When developing with python people usually want to store some data. If this data is quite big and/or contains personal information it is not advised to store it in github (or other git providers). One good option is to store it in dropbox.

1. Using dropbox with python

Dropbox has a really nice package that you can install with

pip install dropbox

It is not really difficult to use it but I noticed that every time I wanted to I had to look for old code. So I decided that I could create a post that explained everything.

The first thing to do is create an app inside dropbox since you cannot get a token without it. To do so go to dropbox developers.

dropbox_create_app

Register a new app that will use Dropbox API and will acces only the app folder. Once you have create the app go to the app settings page and create a token.

dropbox_get_token

You can now store that secret in a safe way (for example as an environment variable or a hidden file).

2. Writting files to dropbox

The first thing you need to do is to init the dropbox object with:

import io
import yaml

import dropbox
import pandas as pd

DBX = dropbox.Dropbox(token)

After creating the DBX instance you can upload files using DBX.files_upload.

2.1. Write a text file

The key to upload files is using io.BytesIO object.

txt = "Hello World"

with io.BytesIO(txt.encode()) as stream:
    stream.seek(0)

    # Write a text file
    DBX.files_upload(stream.read(), "/test.txt", mode=dropbox.files.WriteMode.overwrite)

To allow overwriting you need to pass mode=dropbox.files.WriteMode.overwrite to the function DBX.files_upload.

Important: filenames should start with /. It won't work without it.

2.2. Write a yaml/json

To write a dictionary-like file you can use the following:

data = {"a": 1, "b": "hey"}

with io.StringIO() as stream:
    yaml.dump(data, stream, default_flow_style=False)

    stream.seek(0)

    DBX.files_upload(stream.read().encode(), "/test.yaml", mode=dropbox.files.WriteMode.overwrite)

It is important to run stream.seek(0) to go to the begining of the stream.

This time we are encoding the stream to transform it to bytes.

2.3. Write an Excel

df = pd.DataFrame([range(5), list("ABCDE")])

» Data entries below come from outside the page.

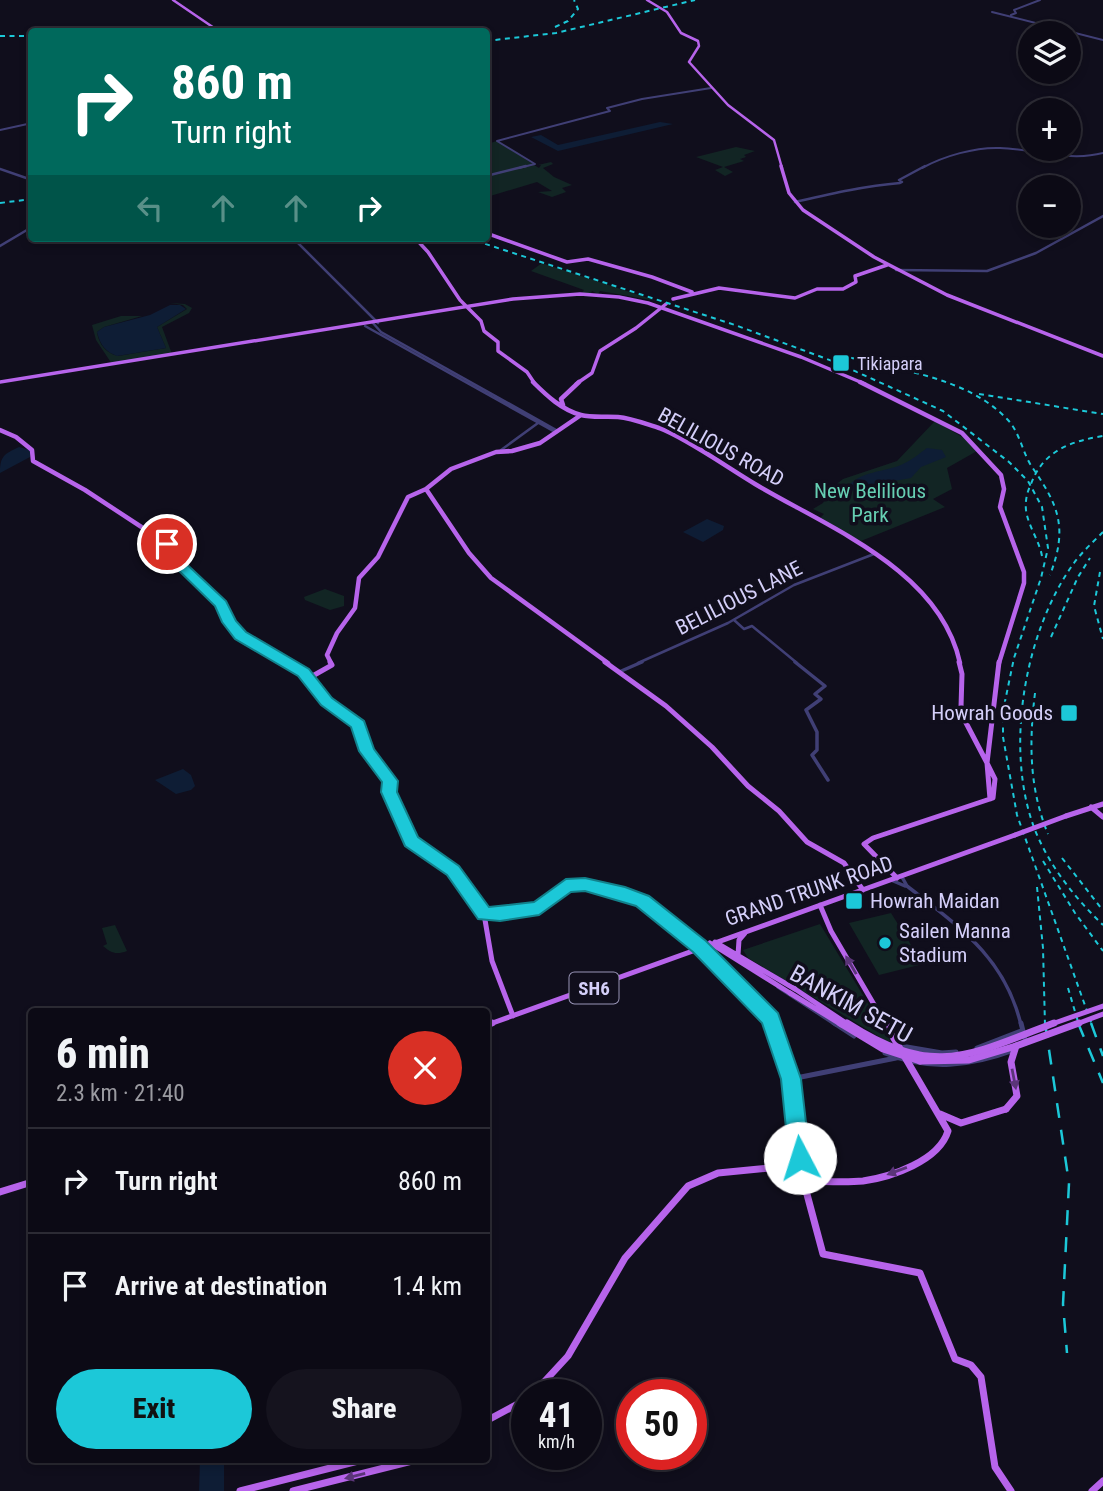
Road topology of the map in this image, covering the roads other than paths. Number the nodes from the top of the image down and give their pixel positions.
1 (173, 0) edge
2 (647, 0) edge
3 (1040, 0) edge
4 (992, 12) dead end
5 (1009, 16) junction
6 (214, 28) edge
7 (1103, 40) edge
8 (711, 88) junction
9 (28, 124) edge
10 (0, 130) edge
11 (1103, 153) edge
12 (0, 169) edge
13 (490, 175) edge
14 (28, 179) edge
15 (795, 202) junction
16 (1103, 216) edge
17 (28, 229) edge
18 (490, 234) edge
19 (297, 242) edge
20 (418, 242) edge
21 (0, 246) edge
22 (887, 265) junction
23 (896, 271) junction
24 (692, 293) junction
25 (673, 299) dead end
26 (662, 306) junction
27 (468, 308) junction
28 (375, 323) junction
29 (365, 326) junction
30 (351, 327) junction
31 (1103, 356) edge
32 (431, 362) junction
33 (0, 384) edge
34 (563, 405) junction
35 (581, 415) junction
36 (538, 423) junction
37 (0, 430) edge
38 (557, 432) junction
39 (499, 452) junction
40 (426, 489) junction
41 (874, 554) junction
42 (734, 620) junction
43 (619, 672) junction
44 (309, 678) junction
45 (987, 764) junction
46 (828, 780) dead end
47 (1103, 804) edge
48 (1091, 807) junction
49 (1103, 817) edge
50 (897, 878) junction
51 (907, 886) junction
52 (863, 890) junction
53 (820, 905) junction
54 (484, 914) junction
55 (745, 932) junction
56 (713, 942) junction
57 (699, 947) junction
58 (738, 955) junction
59 (777, 986) junction
60 (792, 991) junction
61 (1103, 1006) edge
62 (1103, 1014) edge
63 (513, 1017) junction
64 (490, 1024) edge
65 (1021, 1031) junction
66 (898, 1046) junction
67 (1016, 1046) junction
68 (896, 1058) junction
69 (908, 1062) junction
70 (791, 1079) junction
71 (937, 1112) junction
72 (961, 1123) junction
73 (948, 1132) junction
74 (800, 1158) junction
75 (790, 1166) junction
76 (802, 1177) junction
77 (28, 1183) edge
78 (0, 1192) edge
79 (547, 1379) edge
80 (511, 1408) edge
81 (490, 1419) edge
82 (350, 1463) edge
83 (404, 1463) edge
84 (1103, 1480) edge
85 (240, 1491) edge
86 (293, 1491) edge
87 (1011, 1491) edge
88 (1092, 1491) edge

1 - 6 main road
2 - 8 main road
3 - 5 street
4 - 5 street
5 - 7 street
8 - 13 street
8 - 15 main road
9 - 10 street
11 - 15 street
12 - 14 street
15 - 22 main road
16 - 23 street
17 - 21 street
18 - 24 main road
19 - 28 street
20 - 27 main road, BELILIOUS ROAD
22 - 23 main road
22 - 24 main road
23 - 31 main road
24 - 25 main road
26 - 27 main road
26 - 34 main road
26 - 45 main road
27 - 28 main road
27 - 34 main road, BELILIOUS ROAD
28 - 29 main road
28 - 30 main road
28 - 32 street
29 - 30 main road
29 - 32 street
30 - 33 main road
32 - 36 street
32 - 38 street
34 - 35 main road, BELILIOUS ROAD
35 - 38 main road
35 - 41 main road, BELILIOUS ROAD
36 - 38 street
36 - 39 street
37 - 44 main road
38 - 39 main road
39 - 40 main road
40 - 43 main road
40 - 44 main road
41 - 42 street, BELILIOUS LANE
41 - 45 main road, BELILIOUS ROAD
42 - 43 street, BELILIOUS LANE
42 - 46 street
43 - 52 main road
44 - 54 main road
45 - 50 main road
47 - 48 main road, GRAND TRUNK ROAD / SH6
48 - 49 main road
48 - 50 main road, GRAND TRUNK ROAD / SH6, bridge
50 - 51 street
50 - 51 street
50 - 52 main road, GRAND TRUNK ROAD / SH6
51 - 65 street
52 - 53 main road, GRAND TRUNK ROAD / SH6
53 - 55 main road, GRAND TRUNK ROAD / SH6
66 -> 53 main road
54 - 57 street
54 - 63 main road
55 - 56 main road, GRAND TRUNK ROAD / SH6
55 - 58 main road
56 - 57 main road, GRAND TRUNK ROAD / SH6
56 - 58 main road, BANKIM SETU
56 - 59 main road, BANKIM SETU
57 - 63 main road, GRAND TRUNK ROAD / SH6
57 - 70 main road
58 - 60 main road, BANKIM SETU
59 - 60 main road, BANKIM SETU
59 - 68 street
60 - 61 main road, BANKIM SETU, bridge
60 - 67 main road, BANKIM SETU, bridge
62 - 67 main road, BANKIM SETU, bridge
63 - 64 main road, GRAND TRUNK ROAD / SH6
65 - 66 street
65 - 69 street
66 - 68 street
66 - 69 main road
67 -> 72 main road, bridge
68 - 69 street
68 - 70 street
69 - 71 main road
70 - 74 main road
71 - 72 main road
71 - 73 main road
72 - 73 main road
73 -> 76 main road
74 - 75 main road
74 - 76 main road
75 - 76 main road
75 - 79 main road
76 - 87 main road
77 - 78 main road
80 - 81 main road
82 - 85 main road
83 -> 86 main road
84 - 88 main road

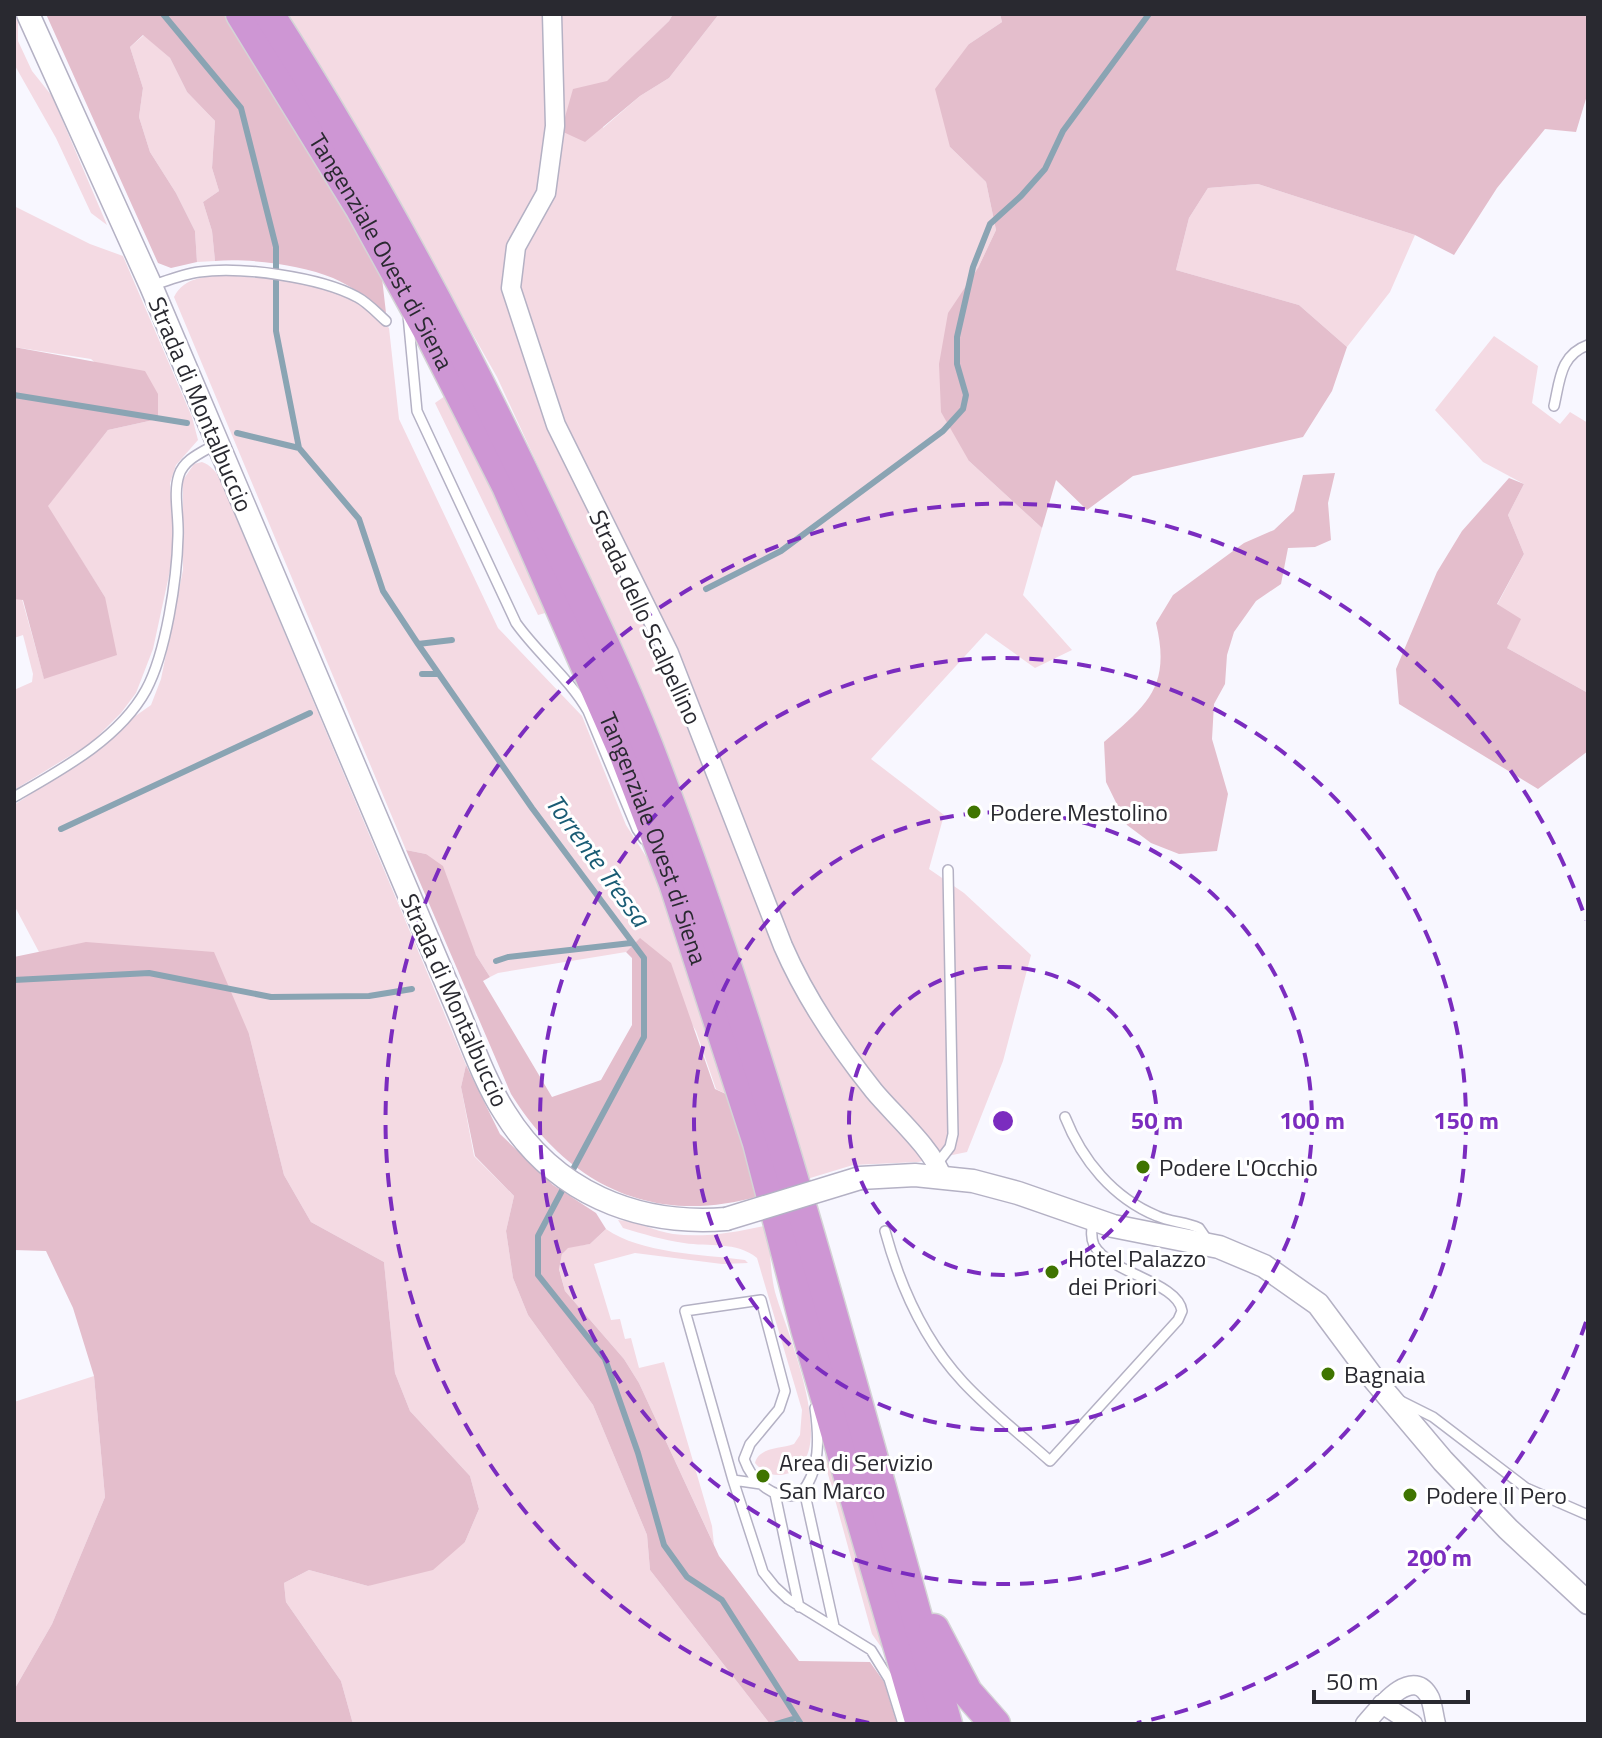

with io.BytesIO() as stream:

    with pd.ExcelWriter(stream) as writer:
        df.to_excel(writer)
        writer.save()

    stream.seek(0)

    DBX.files_upload(stream.getvalue(), "/test.xlsx", mode=dropbox.files.WriteMode.overwrite)

The key is to use the ExcelWriter from pandas.

3. Reading files

To read a file you can use DBX.files_download. This will return some metadata as the first parameter and the result of the API call as the second.

3.1. Read a text file

_, res = DBX.files_download("/test.txt")

with io.BytesIO(res.content) as stream:
    txt = stream.read().decode()

Remember to decode the stream to transform it from bytes to string

3.2. Read a yaml/json

_, res = DBX.files_download("/test.yaml")

with io.BytesIO(res.content) as stream:
    data = yaml.safe_load(stream)

You should always use yaml.safe_load instead of yaml.load

3.3. Read an Excel

_, res = DBX.files_download("/test.xlsx")

with io.BytesIO(res.content) as stream:
    df = pd.read_excel(stream, index_col=0)

If you do not want a new dummy index use index_col=0.

4. Deleting files

To delete a file simply call DBX.files_delete(filename).

With this post you should have enough to work with dropbox using python. There could be other file formats that you could want to work with but they should work with a very similar way.